Often they're called diacritics, accented letters, sometimes casually referred to as "national" or non-English characters, but these names are either imprecise or they cover only a subset of the possible characters.
What correct, precise term that will programmers immediately recognize? And what would be the best English term to use when speaking to a non-technical audience?
"Non-ASCII characters"
ASCII character codes above 127 are not defined. many differ equipment and software suppliers developed their own character set for the value 128-255. Some chose drawing symbols, sone choose accent characters, other choose other characters.
Unicode is an attempt to make a universal set of character codes which includes the characters used in most languages. This includes not only the traditional western alphabets, but Cyrillic, Arabic, Greek, and even a large set of characters from Chinese, Japanese and Korean, as well as many other language both modern and ancient.
There are several implementations of Unicode. One of the most popular if UTF-8. A major reason for that popularity is that it is backwards compatible with ASCII, character codes 0 to 127 are the same for both ASCII and UTF-8.
That means it is better to say that ASCII is a subset of UTF-8. Characters code 128 and above are not ASCII. They can be UTF-8 (or other Unicode) or they can be a custom implementation by a hardware or software supplier.
You could coin a term like “trans-ASCII,” “supra-ASCII,” “ultra-ASCII” etc. Actually, “meta-ASCII” would be even nicer since it alludes to the meta bit.
A bit sequence that doesn't represent an ASCII character is not definitively a Unicode character.
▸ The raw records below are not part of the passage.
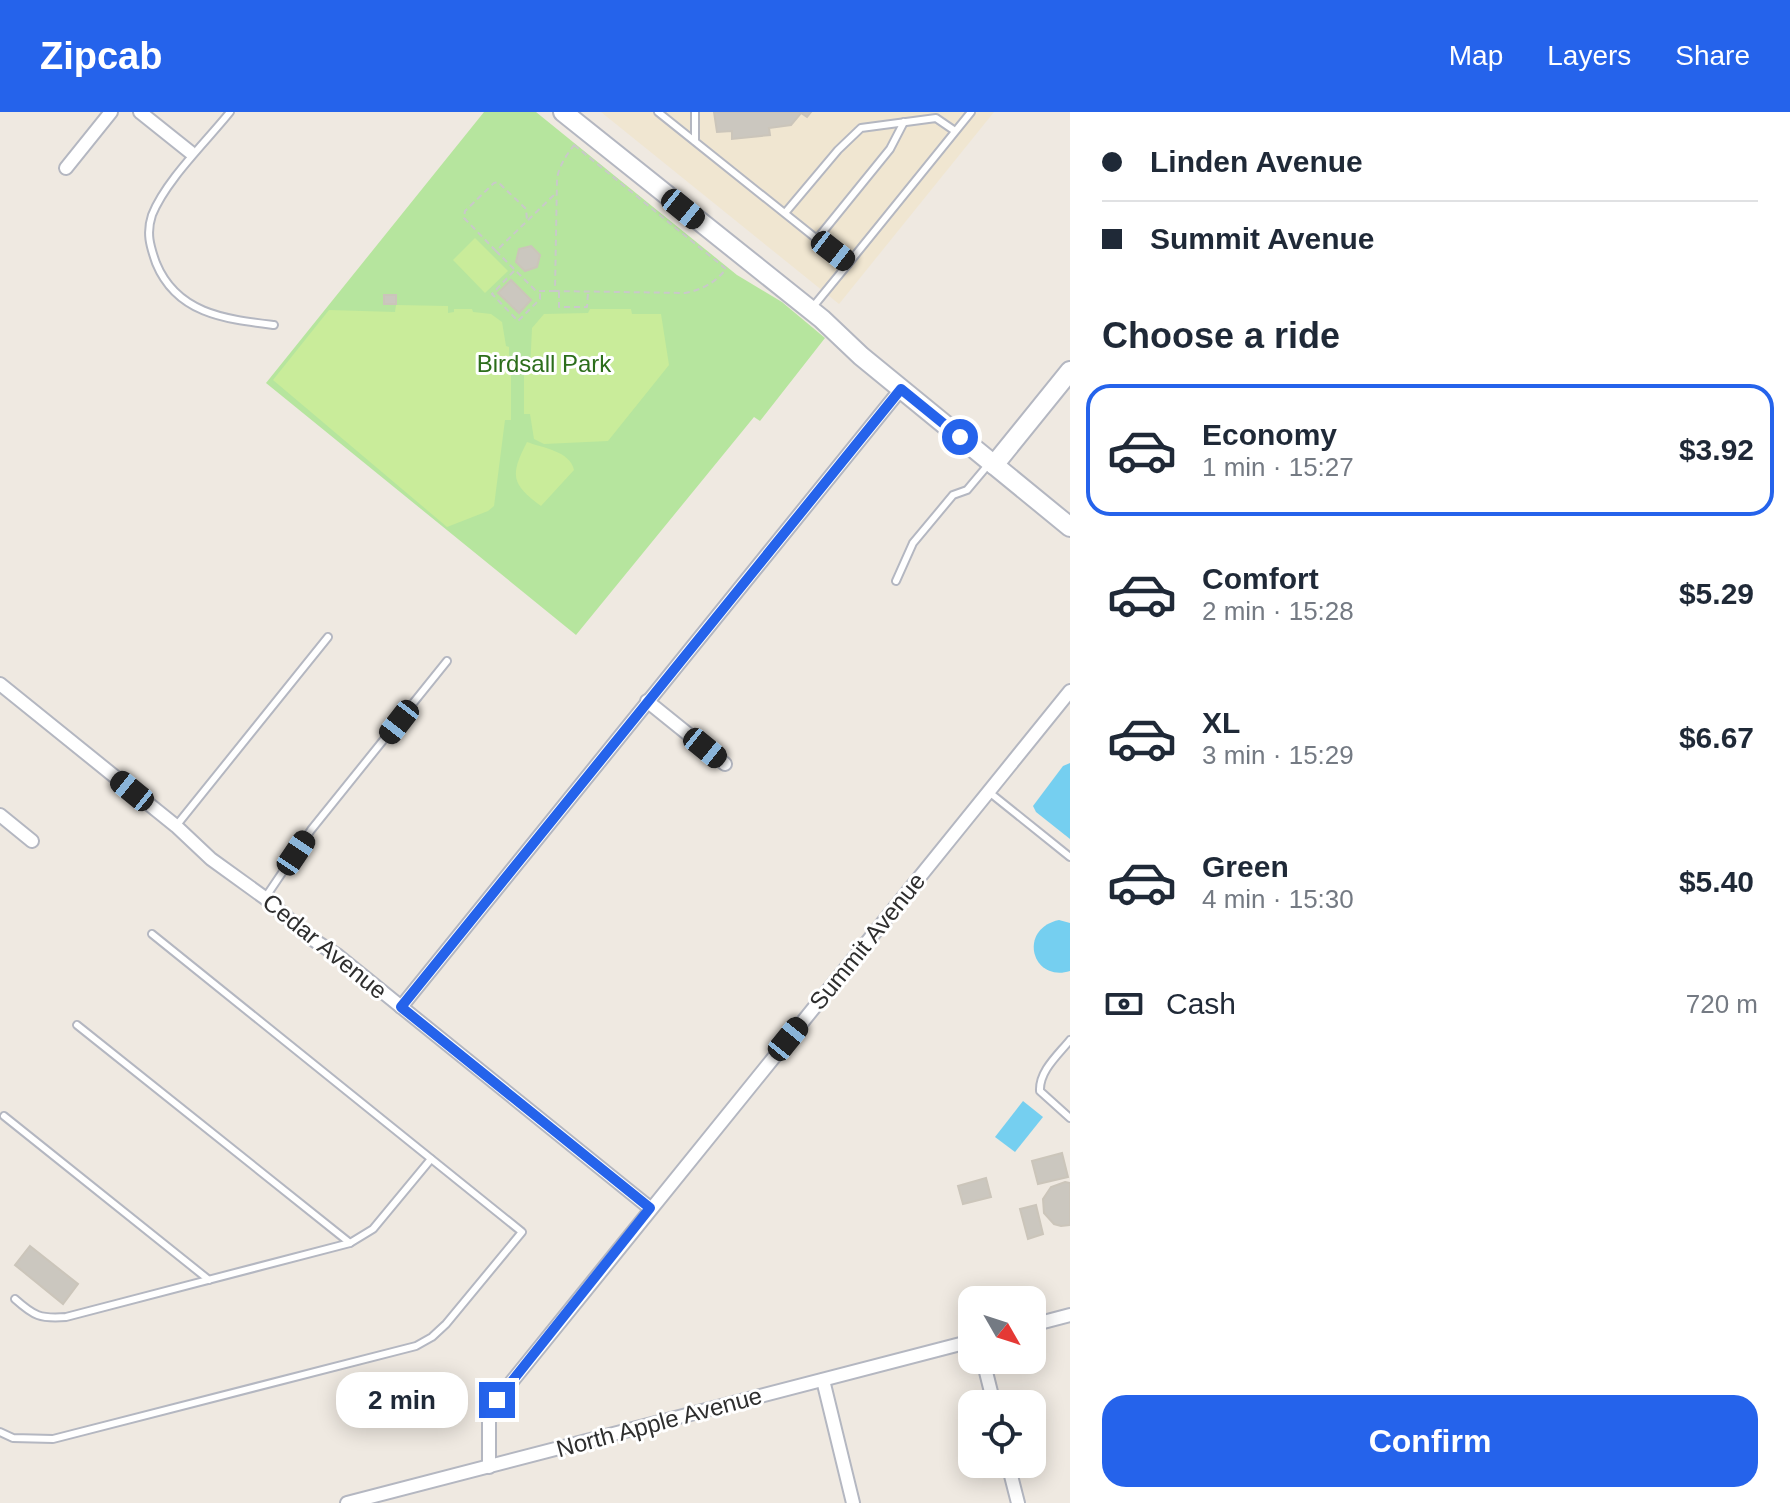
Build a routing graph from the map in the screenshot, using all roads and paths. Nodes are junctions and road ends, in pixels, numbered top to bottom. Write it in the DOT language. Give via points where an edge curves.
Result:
graph roads {
  1 [pos="111,112"];
  2 [pos="140,112"];
  3 [pos="230,112"];
  4 [pos="563,112"];
  5 [pos="658,112"];
  6 [pos="695,112"];
  7 [pos="971,112"];
  8 [pos="904,122"];
  9 [pos="955,131"];
  10 [pos="580,138"];
  11 [pos="695,141"];
  12 [pos="190,152"];
  13 [pos="66,168"];
  14 [pos="556,193"];
  15 [pos="785,213"];
  16 [pos="528,221"];
  17 [pos="817,239"];
  18 [pos="496,251"];
  19 [pos="848,264"];
  20 [pos="515,270"];
  21 [pos="540,291"];
  22 [pos="557,291"];
  23 [pos="588,292"];
  24 [pos="810,310"];
  25 [pos="274,325"];
  26 [pos="1070,371"];
  27 [pos="901,389"];
  28 [pos="992,464"];
  29 [pos="1070,527"];
  30 [pos="896,581"];
  31 [pos="328,637"];
  32 [pos="447,661"];
  33 [pos="0,684"];
  34 [pos="1070,691"];
  35 [pos="647,701"];
  36 [pos="725,764"];
  37 [pos="989,792"];
  38 [pos="0,815"];
  39 [pos="176,826"];
  40 [pos="32,841"];
  41 [pos="1070,857"];
  42 [pos="265,898"];
  43 [pos="152,934"];
  44 [pos="401,1007"];
  45 [pos="77,1025"];
  46 [pos="1070,1040"];
  47 [pos="4,1116"];
  48 [pos="1070,1118"];
  49 [pos="431,1159"];
  50 [pos="650,1208"];
  51 [pos="350,1243"];
  52 [pos="209,1280"];
  53 [pos="15,1299"];
  54 [pos="1070,1315"];
  55 [pos="1046,1321"];
  56 [pos="958,1345"];
  57 [pos="823,1380"];
  58 [pos="0,1432"];
  59 [pos="489,1467"];
  60 [pos="1012,1478"];
  61 [pos="347,1503"];
  62 [pos="853,1503"];
  63 [pos="1018,1503"];
  1 -- 13 [label="street"];
  2 -- 12 [label="street"];
  3 -- 25 [label="lane" via="170,186 147,232 162,277 182,300 224,318"];
  4 -- 10 [label="street"];
  5 -- 11 [label="lane"];
  6 -- 11 [label="lane"];
  7 -- 9 [label="lane"];
  8 -- 9 [label="lane" via="936,118"];
  8 -- 15 [label="lane" via="854,133"];
  8 -- 17 [label="lane" via="890,149"];
  9 -- 19 [label="lane"];
  10 -- 14 [label="path" via="559,168"];
  10 -- 23 [label="path" via="726,269 693,291"];
  10 -- 24 [label="street"];
  11 -- 15 [label="lane"];
  14 -- 16 [label="path"];
  14 -- 22 [label="path"];
  15 -- 17 [label="lane"];
  16 -- 18 [label="path"];
  16 -- 18 [label="path" via="526,209 494,183 463,214"];
  17 -- 19 [label="lane"];
  18 -- 20 [label="path"];
  19 -- 24 [label="lane"];
  20 -- 21 [label="path"];
  20 -- 21 [label="path" via="492,294 518,321 540,299"];
  21 -- 22 [label="path"];
  22 -- 23 [label="path"];
  22 -- 23 [label="path" via="559,307 587,307"];
  24 -- 27 [label="street"];
  26 -- 28 [label="street"];
  27 -- 28 [label="street"];
  27 -- 35 [label="street"];
  28 -- 29 [label="street"];
  28 -- 30 [label="lane" via="967,490 953,495 913,543"];
  31 -- 39 [label="lane"];
  32 -- 42 [label="lane" via="311,830"];
  33 -- 39 [label="street, Cedar Avenue"];
  34 -- 37 [label="street, Summit Avenue"];
  35 -- 36 [label="street"];
  35 -- 44 [label="street"];
  37 -- 41 [label="lane"];
  37 -- 50 [label="street, Summit Avenue"];
  38 -- 40 [label="street"];
  39 -- 42 [label="street, Cedar Avenue"];
  42 -- 44 [label="street, Cedar Avenue"];
  43 -- 49 [label="lane"];
  44 -- 50 [label="street, Cedar Avenue"];
  45 -- 51 [label="lane"];
  46 -- 48 [label="lane" via="1044,1073 1040,1091"];
  47 -- 52 [label="lane"];
  49 -- 51 [label="lane" via="373,1229"];
  49 -- 58 [label="lane" via="522,1232 432,1337 416,1346 53,1439 13,1438"];
  50 -- 59 [label="street, Summit Avenue" via="497,1400 489,1421"];
  51 -- 52 [label="lane"];
  52 -- 53 [label="lane" via="46,1319 32,1315"];
  54 -- 55 [label="street"];
  56 -- 57 [label="street, North Apple Avenue"];
  57 -- 59 [label="street, North Apple Avenue"];
  57 -- 62 [label="street"];
  59 -- 61 [label="street, North Apple Avenue"];
  60 -- 63 [label="street"];
}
Depending on the character encoding you're using, it could be either:
an invalid bit sequence
a Unicode character
an ISO-8859-x character
a Microsoft 1252 character
a character in some other character encoding
a bug, binary data, etc
The one definition that would fit all of these situations is:
Not an ASCII character
To be highly pedantic, even "a non-ASCII character" wouldn't precisely fit all of these situations, because sometimes a bit sequence outside this range may be simply an invalid bit sequence, and not a character at all.
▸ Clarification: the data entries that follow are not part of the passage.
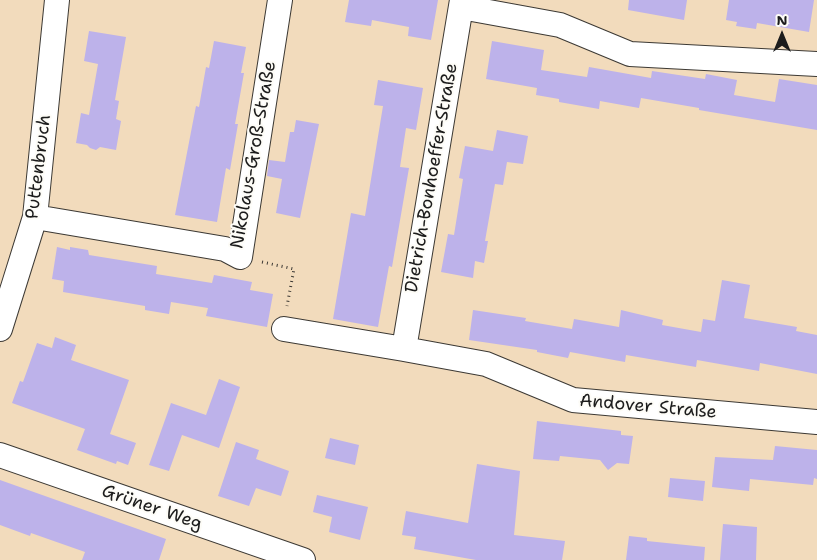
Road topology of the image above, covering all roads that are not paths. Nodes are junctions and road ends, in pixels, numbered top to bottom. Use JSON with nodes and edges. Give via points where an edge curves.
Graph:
{"nodes":[{"id":1,"x":57,"y":0,"type":"edge"},
{"id":2,"x":280,"y":0,"type":"edge"},
{"id":3,"x":462,"y":4,"type":"edge"},
{"id":4,"x":817,"y":64,"type":"edge"},
{"id":5,"x":35,"y":218,"type":"junction"},
{"id":6,"x":0,"y":329,"type":"edge"},
{"id":7,"x":284,"y":329,"type":"road end"},
{"id":8,"x":404,"y":349,"type":"junction"},
{"id":9,"x":817,"y":422,"type":"edge"},
{"id":10,"x":0,"y":455,"type":"edge"},
{"id":11,"x":303,"y":560,"type":"edge"}],
"edges":[{"from":1,"to":5,"type":"street","name":"Puttenbruch"},
{"from":2,"to":5,"type":"street","name":"Nikolaus-Groß-Straße","via":[[240,257],[224,249]]},
{"from":3,"to":4,"type":"street","name":"Dietrich-Bonhoeffer-Straße","via":[[560,25],[630,54]]},
{"from":3,"to":8,"type":"street","name":"Dietrich-Bonhoeffer-Straße"},
{"from":5,"to":6,"type":"street","name":"Puttenbruch"},
{"from":7,"to":8,"type":"street"},
{"from":8,"to":9,"type":"street","name":"Andover Straße","via":[[486,364],[573,400]]},
{"from":10,"to":11,"type":"street","name":"Grüner Weg"}]}
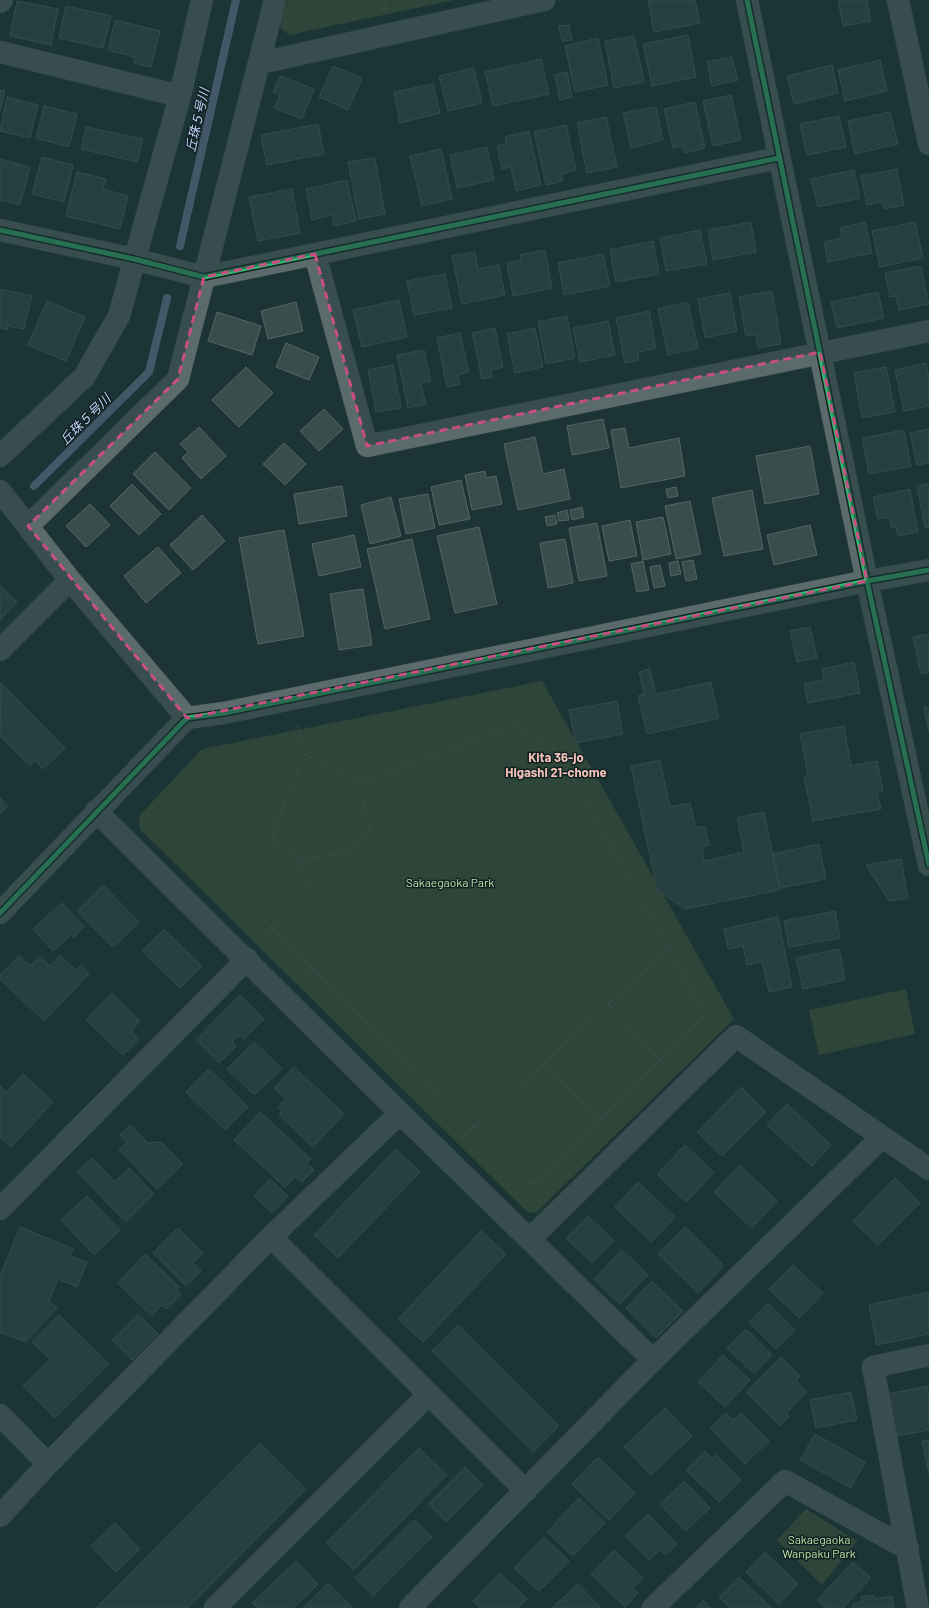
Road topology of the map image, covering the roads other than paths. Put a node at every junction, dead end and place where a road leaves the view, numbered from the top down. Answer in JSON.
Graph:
{"nodes":[{"id":1,"x":202,"y":0,"type":"edge"},
{"id":2,"x":275,"y":0,"type":"edge"},
{"id":3,"x":544,"y":0,"type":"edge"},
{"id":4,"x":747,"y":0,"type":"edge"},
{"id":5,"x":898,"y":0,"type":"edge"},
{"id":6,"x":0,"y":52,"type":"edge"},
{"id":7,"x":260,"y":63,"type":"junction"},
{"id":8,"x":180,"y":96,"type":"junction"},
{"id":9,"x":928,"y":135,"type":"edge"},
{"id":10,"x":779,"y":158,"type":"junction"},
{"id":11,"x":0,"y":230,"type":"edge"},
{"id":12,"x":314,"y":254,"type":"junction"},
{"id":13,"x":134,"y":259,"type":"junction"},
{"id":14,"x":204,"y":277,"type":"junction"},
{"id":15,"x":929,"y":330,"type":"edge"},
{"id":16,"x":820,"y":352,"type":"junction"},
{"id":17,"x":0,"y":456,"type":"edge"},
{"id":18,"x":0,"y":491,"type":"edge"},
{"id":19,"x":28,"y":526,"type":"junction"},
{"id":20,"x":929,"y":570,"type":"edge"},
{"id":21,"x":70,"y":580,"type":"junction"},
{"id":22,"x":867,"y":580,"type":"junction"},
{"id":23,"x":0,"y":650,"type":"edge"},
{"id":24,"x":187,"y":718,"type":"junction"},
{"id":25,"x":921,"y":782,"type":"edge"},
{"id":26,"x":96,"y":811,"type":"junction"},
{"id":27,"x":929,"y":865,"type":"edge"},
{"id":28,"x":0,"y":913,"type":"edge"},
{"id":29,"x":247,"y":959,"type":"junction"},
{"id":30,"x":400,"y":1113,"type":"junction"},
{"id":31,"x":882,"y":1137,"type":"junction"},
{"id":32,"x":929,"y":1169,"type":"edge"},
{"id":33,"x":0,"y":1209,"type":"edge"},
{"id":34,"x":271,"y":1238,"type":"junction"},
{"id":35,"x":530,"y":1239,"type":"junction"},
{"id":36,"x":929,"y":1355,"type":"edge"},
{"id":37,"x":653,"y":1360,"type":"junction"},
{"id":38,"x":428,"y":1394,"type":"junction"},
{"id":39,"x":0,"y":1415,"type":"edge"},
{"id":40,"x":48,"y":1464,"type":"junction"},
{"id":41,"x":526,"y":1491,"type":"junction"},
{"id":42,"x":0,"y":1516,"type":"edge"},
{"id":43,"x":908,"y":1549,"type":"junction"},
{"id":44,"x":215,"y":1608,"type":"edge"},
{"id":45,"x":410,"y":1608,"type":"edge"},
{"id":46,"x":653,"y":1608,"type":"edge"},
{"id":47,"x":918,"y":1608,"type":"edge"}],
"edges":[{"from":1,"to":8,"type":"street"},
{"from":2,"to":7,"type":"street"},
{"from":3,"to":7,"type":"street"},
{"from":4,"to":10,"type":"street"},
{"from":5,"to":9,"type":"street"},
{"from":6,"to":8,"type":"street"},
{"from":7,"to":14,"type":"street"},
{"from":8,"to":13,"type":"street"},
{"from":10,"to":12,"type":"street"},
{"from":10,"to":16,"type":"street"},
{"from":11,"to":13,"type":"street"},
{"from":12,"to":14,"type":"street"},
{"from":12,"to":16,"type":"street"},
{"from":13,"to":14,"type":"street"},
{"from":13,"to":17,"type":"street"},
{"from":14,"to":19,"type":"street"},
{"from":15,"to":16,"type":"street"},
{"from":16,"to":22,"type":"street"},
{"from":18,"to":19,"type":"street"},
{"from":19,"to":21,"type":"street"},
{"from":20,"to":22,"type":"street"},
{"from":21,"to":23,"type":"street"},
{"from":21,"to":24,"type":"street"},
{"from":22,"to":24,"type":"street"},
{"from":22,"to":25,"type":"street"},
{"from":24,"to":26,"type":"street"},
{"from":25,"to":27,"type":"street"},
{"from":26,"to":28,"type":"street"},
{"from":26,"to":29,"type":"street"},
{"from":29,"to":30,"type":"street"},
{"from":29,"to":33,"type":"street"},
{"from":30,"to":34,"type":"street"},
{"from":30,"to":35,"type":"street"},
{"from":31,"to":32,"type":"street"},
{"from":31,"to":35,"type":"street"},
{"from":31,"to":37,"type":"street"},
{"from":34,"to":38,"type":"street"},
{"from":34,"to":40,"type":"street"},
{"from":35,"to":37,"type":"street"},
{"from":36,"to":43,"type":"street"},
{"from":37,"to":41,"type":"street"},
{"from":38,"to":41,"type":"street"},
{"from":38,"to":44,"type":"street"},
{"from":39,"to":40,"type":"street"},
{"from":40,"to":42,"type":"street"},
{"from":41,"to":45,"type":"street"},
{"from":43,"to":46,"type":"street"},
{"from":43,"to":47,"type":"street"}]}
"Extended ASCII" is the term I'd use, meaning "characters beyond the original 0-127".
Unicode is one possible set of Extended ASCII characters, and is quite, quite large.
UTF-8 is the way to represent Unicode characters that is backwards-compatible with the original ASCII.
Taken words from an online resource (Cool website though) because I found it useful and appropriate to write and answer.
At first only included capital letters and numbers , but in 1967 was added the lowercase letters and some control characters, forming what is known as US-ASCII, ie the characters 0 through 127.
So with this set of only 128 characters was published in 1967 as standard, containing all you need to write in English language.
In 1981, IBM developed an extension of 8-bit ASCII code, called "code page 437", in this version were replaced some obsolete control characters for graphic characters. Also 128 characters were added , with new symbols, signs, graphics and latin letters, all punctuation signs and characters needed to write texts in other languages, such as Spanish.
In this way was added the ASCII characters ranging from 128 to 255.
IBM includes support for this code page in the hardware of its model 5150, known as "IBM-PC", considered the first personal computer.
The operating system of this model, the "MS-DOS" also used this extended ASCII code.
Non-ASCII Unicode characters.
If you say "High ASCII", you are by definition in the range 128-255 decimal. ASCII itself is defined as a one-byte (actually 7-bit) character representation; the use of the high bit to allow for non-English characters happened later and gave rise to the Code Pages that defined particular characters represented by particular values. Any multibyte (> 255 decimal value) is not ASCII.